I’d expect that exporting a PDF document from DT to the file system would be a simple copy operation. Apparently, this is not the case – the PDF gets modified on export. See the following output of
cksum (the first number being the checksum, the second the file size). The test doc was a PDF with text layer, I did nothing with it in DT itself (no tags, no metadata, just importing).
665077346 1967675 File.pdf
665077346 1967675 File-Drop.pdf
2752799228 2192371 File-Export-Files&Folders.pdf
3186470518 2192371 File-Export-Document.pdf
2159412001 2169950 File-Export-PDF.pdf
In order of appearance:
- Original file in the file system
- DT document dragged & dropped into the filesystem
- DT document exported with the “Files & Folder” entry in the Export sub-menu
- Same document exported with the “Document” entry in the Export sub-menu
- Same document exported with the “PDF document” entry in the Export sub-menu
- Not shown here, but the
cksum output of the document in DT’s folder structure is identical to the original one. Which proves that the changes happen on export, not on import.
So, depending on the method to copy a DT document to the file system, we get THREE different sizes and FOUR different PDFs.
Question: Is this behavior intentional? If so, what is the rationale behind an export function that modifies the file it exports without being asked to do so? And what are the differences between these PDFs? Why are they getting bigger on export?
In my mind, exporting should behave exactly as drag&drop if no document conversion occurs. I checked the documentation, but couldn’t find anything at all on the topic of “Export” (while importing is explained in depth).
The export adds e.g. extended file attributes (e.g. the tags) and/or Finder comments, not sure if
chksum uses this information.
Cf this thread:
There might be more going on than adding extended attributes on export: the file size increases by a lot.
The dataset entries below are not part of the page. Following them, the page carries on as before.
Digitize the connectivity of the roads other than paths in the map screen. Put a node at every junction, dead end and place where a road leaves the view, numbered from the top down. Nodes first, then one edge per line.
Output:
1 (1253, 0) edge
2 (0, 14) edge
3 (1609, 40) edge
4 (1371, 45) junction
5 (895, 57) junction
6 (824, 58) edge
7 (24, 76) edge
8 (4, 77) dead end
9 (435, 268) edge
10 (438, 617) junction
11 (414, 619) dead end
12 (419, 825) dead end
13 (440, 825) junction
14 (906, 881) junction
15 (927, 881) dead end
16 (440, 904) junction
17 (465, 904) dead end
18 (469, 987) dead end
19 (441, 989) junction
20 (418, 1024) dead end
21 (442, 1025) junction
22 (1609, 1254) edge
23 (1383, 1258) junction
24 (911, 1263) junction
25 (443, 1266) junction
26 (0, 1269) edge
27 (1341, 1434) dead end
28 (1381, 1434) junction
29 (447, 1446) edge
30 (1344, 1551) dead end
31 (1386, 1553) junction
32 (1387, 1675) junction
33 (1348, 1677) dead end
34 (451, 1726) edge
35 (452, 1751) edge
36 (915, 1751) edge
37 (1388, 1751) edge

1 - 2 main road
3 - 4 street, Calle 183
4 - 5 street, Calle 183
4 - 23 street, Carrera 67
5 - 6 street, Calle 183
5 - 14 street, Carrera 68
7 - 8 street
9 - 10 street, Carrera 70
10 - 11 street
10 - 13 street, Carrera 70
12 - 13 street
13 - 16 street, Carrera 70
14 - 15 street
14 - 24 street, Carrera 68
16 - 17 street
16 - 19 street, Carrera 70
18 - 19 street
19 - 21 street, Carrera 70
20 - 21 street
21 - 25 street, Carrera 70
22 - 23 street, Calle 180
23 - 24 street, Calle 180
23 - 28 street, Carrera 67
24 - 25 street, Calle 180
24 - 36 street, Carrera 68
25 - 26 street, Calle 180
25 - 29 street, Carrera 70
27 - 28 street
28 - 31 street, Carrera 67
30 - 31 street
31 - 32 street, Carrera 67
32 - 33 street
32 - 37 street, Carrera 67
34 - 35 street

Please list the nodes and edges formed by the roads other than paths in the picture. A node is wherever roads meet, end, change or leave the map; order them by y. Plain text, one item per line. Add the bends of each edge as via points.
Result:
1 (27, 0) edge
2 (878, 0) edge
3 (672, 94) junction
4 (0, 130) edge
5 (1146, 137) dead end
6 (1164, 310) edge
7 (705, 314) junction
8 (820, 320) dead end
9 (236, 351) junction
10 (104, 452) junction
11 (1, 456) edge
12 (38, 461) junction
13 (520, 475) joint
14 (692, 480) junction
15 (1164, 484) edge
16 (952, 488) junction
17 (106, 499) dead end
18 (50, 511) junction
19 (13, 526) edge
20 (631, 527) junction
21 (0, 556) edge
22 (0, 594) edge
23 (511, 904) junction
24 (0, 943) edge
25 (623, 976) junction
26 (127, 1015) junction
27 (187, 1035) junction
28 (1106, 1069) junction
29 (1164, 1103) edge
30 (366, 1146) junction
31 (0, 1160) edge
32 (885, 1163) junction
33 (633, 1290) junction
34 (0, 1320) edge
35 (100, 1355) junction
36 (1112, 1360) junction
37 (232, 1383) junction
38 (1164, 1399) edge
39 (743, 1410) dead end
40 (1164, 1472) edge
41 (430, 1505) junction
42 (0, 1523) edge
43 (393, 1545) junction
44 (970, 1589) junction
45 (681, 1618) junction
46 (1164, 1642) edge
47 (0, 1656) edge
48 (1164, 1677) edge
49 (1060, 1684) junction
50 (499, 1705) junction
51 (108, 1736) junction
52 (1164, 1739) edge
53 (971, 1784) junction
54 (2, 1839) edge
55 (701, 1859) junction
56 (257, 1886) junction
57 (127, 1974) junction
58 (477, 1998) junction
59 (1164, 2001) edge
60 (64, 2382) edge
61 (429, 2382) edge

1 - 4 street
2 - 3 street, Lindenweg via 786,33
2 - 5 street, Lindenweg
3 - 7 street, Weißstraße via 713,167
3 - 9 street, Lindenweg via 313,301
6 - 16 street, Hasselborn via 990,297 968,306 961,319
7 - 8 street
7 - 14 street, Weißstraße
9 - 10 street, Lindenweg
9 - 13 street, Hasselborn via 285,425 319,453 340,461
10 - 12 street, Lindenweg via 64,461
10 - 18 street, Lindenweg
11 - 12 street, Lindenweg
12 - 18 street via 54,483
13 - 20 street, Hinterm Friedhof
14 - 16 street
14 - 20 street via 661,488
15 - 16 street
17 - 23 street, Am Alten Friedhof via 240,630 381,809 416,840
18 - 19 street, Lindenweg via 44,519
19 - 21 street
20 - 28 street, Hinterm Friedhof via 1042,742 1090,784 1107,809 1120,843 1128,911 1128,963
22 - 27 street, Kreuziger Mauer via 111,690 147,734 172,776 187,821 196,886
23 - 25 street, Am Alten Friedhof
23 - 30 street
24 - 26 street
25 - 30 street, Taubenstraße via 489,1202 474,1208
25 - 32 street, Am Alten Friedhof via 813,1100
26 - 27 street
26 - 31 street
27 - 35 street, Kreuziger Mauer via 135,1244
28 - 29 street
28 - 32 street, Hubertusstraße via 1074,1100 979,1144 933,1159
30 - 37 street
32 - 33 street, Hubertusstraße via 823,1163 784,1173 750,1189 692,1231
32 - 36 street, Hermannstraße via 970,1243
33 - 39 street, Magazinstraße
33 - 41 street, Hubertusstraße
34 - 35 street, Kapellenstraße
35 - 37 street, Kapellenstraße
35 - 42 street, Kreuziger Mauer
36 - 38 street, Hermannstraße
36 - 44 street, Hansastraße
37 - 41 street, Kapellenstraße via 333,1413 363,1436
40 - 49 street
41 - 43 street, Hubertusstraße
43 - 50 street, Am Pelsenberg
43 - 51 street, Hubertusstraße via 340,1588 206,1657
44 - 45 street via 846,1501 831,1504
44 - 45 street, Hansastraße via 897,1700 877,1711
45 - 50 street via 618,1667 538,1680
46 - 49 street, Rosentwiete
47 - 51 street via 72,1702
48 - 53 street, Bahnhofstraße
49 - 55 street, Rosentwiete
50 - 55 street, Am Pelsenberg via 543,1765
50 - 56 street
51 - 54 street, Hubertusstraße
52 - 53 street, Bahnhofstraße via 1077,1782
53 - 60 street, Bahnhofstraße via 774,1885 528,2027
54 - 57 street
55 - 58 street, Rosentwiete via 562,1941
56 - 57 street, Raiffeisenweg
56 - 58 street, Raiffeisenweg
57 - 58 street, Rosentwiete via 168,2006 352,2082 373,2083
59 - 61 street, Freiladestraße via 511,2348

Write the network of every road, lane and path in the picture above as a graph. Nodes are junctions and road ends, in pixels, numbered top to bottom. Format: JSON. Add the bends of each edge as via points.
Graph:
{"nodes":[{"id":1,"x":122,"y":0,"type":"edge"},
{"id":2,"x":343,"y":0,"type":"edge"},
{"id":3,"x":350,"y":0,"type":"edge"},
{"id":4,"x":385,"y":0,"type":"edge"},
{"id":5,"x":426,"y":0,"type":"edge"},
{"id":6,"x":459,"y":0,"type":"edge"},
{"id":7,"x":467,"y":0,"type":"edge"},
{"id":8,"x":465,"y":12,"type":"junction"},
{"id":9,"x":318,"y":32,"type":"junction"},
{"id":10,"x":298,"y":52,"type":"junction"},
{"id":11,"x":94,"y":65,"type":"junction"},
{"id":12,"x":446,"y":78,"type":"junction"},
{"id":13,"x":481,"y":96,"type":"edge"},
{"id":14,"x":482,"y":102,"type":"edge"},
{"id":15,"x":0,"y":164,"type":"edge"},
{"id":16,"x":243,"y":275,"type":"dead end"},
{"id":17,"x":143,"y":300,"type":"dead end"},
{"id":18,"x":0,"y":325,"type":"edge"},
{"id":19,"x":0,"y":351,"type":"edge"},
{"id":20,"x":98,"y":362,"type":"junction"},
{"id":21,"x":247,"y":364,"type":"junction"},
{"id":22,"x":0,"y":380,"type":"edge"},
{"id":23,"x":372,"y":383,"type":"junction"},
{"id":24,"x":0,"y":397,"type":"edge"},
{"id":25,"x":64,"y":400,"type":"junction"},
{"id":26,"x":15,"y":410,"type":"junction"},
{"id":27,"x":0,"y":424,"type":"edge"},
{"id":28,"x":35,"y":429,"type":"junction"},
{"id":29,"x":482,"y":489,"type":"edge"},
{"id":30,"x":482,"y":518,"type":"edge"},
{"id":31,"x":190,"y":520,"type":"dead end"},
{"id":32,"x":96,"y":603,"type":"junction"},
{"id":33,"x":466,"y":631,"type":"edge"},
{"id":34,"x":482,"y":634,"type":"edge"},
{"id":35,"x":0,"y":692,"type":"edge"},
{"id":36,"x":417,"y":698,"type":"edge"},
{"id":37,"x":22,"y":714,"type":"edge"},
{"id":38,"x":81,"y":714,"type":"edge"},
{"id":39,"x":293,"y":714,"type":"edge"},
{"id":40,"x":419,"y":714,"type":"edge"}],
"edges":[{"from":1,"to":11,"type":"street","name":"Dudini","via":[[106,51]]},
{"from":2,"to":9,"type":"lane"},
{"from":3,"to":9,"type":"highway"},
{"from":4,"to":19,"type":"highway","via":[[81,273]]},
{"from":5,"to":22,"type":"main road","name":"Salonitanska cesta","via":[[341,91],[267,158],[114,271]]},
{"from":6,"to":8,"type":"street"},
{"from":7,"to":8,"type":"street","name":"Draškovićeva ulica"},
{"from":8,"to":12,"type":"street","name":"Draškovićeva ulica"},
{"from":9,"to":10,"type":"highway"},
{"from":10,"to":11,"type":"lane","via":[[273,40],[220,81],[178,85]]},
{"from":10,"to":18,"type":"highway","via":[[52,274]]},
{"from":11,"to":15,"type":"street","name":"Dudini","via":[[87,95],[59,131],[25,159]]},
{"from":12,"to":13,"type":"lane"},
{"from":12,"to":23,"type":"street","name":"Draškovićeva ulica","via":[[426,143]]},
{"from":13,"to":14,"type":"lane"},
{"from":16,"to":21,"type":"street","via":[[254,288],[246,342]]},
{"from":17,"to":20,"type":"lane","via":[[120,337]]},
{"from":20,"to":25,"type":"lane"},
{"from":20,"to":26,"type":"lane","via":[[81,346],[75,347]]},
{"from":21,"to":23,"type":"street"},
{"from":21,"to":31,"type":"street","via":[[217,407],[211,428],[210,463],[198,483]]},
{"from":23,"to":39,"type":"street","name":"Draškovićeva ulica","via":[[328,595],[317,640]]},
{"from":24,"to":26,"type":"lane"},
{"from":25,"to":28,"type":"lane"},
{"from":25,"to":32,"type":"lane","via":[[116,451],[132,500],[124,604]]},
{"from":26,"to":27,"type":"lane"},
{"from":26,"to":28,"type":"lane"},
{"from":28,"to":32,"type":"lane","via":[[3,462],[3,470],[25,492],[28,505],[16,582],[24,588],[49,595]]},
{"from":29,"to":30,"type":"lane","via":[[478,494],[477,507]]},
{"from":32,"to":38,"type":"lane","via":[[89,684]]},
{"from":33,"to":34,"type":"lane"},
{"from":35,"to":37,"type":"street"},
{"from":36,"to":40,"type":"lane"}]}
Also, I didn’t add any meta data in DT, only imported and exported the PDF into the inbox of a test database. So, there were no connects comments nor tags to be added.
Both the import/export (via File > Import/Export > Files & Folders…) and drag & drop definitely just copy/move files. Or did you use File > Export > As PDF-Document…?
I explained what I did in detail where I gave the cksum values.
I might be a bit dense here. But the original document was a PDF. What’s the difference between it and it’s view? Or why would exporting a PDF as PDF modify it?
The only difference is that the view might have unsaved changes. In the end a fresh document is written. Similar to export features e.g. in Pages or Preview.
Of course this could be changed without unsaved changes but a future version might include additional options (that’s the case already for images) and then the results would be different again.
As reported in my post linked by @chrillek , this happens to “naive” pdfs too, without any change or edit of any kind.
As I said: I didn’t do anything to the PDF. Only imported it, no annotation, no tags, no metadata. And the PDF in the database package is exactly identical to the one I imported (according to
cksum, that is), also after exporting.
The whole issue arose because @vixxovs experienced a problem with an exported PDF that the original did not exhibit. And while I’m not convinced that exporting an unmodified document would require re-creating (instead of copying it), I do certainly not understand why “Export/Files and Folders”, “Export/Document” and “Export/as PDF” are creating three different documents (two identically sized ones with different checksums and one slightly smaller) – all three being about 11 percent bigger than the original. If it is absolutely necessary to recreate the PDF on export, I’d expect it to be recreated in the same way in all three cases.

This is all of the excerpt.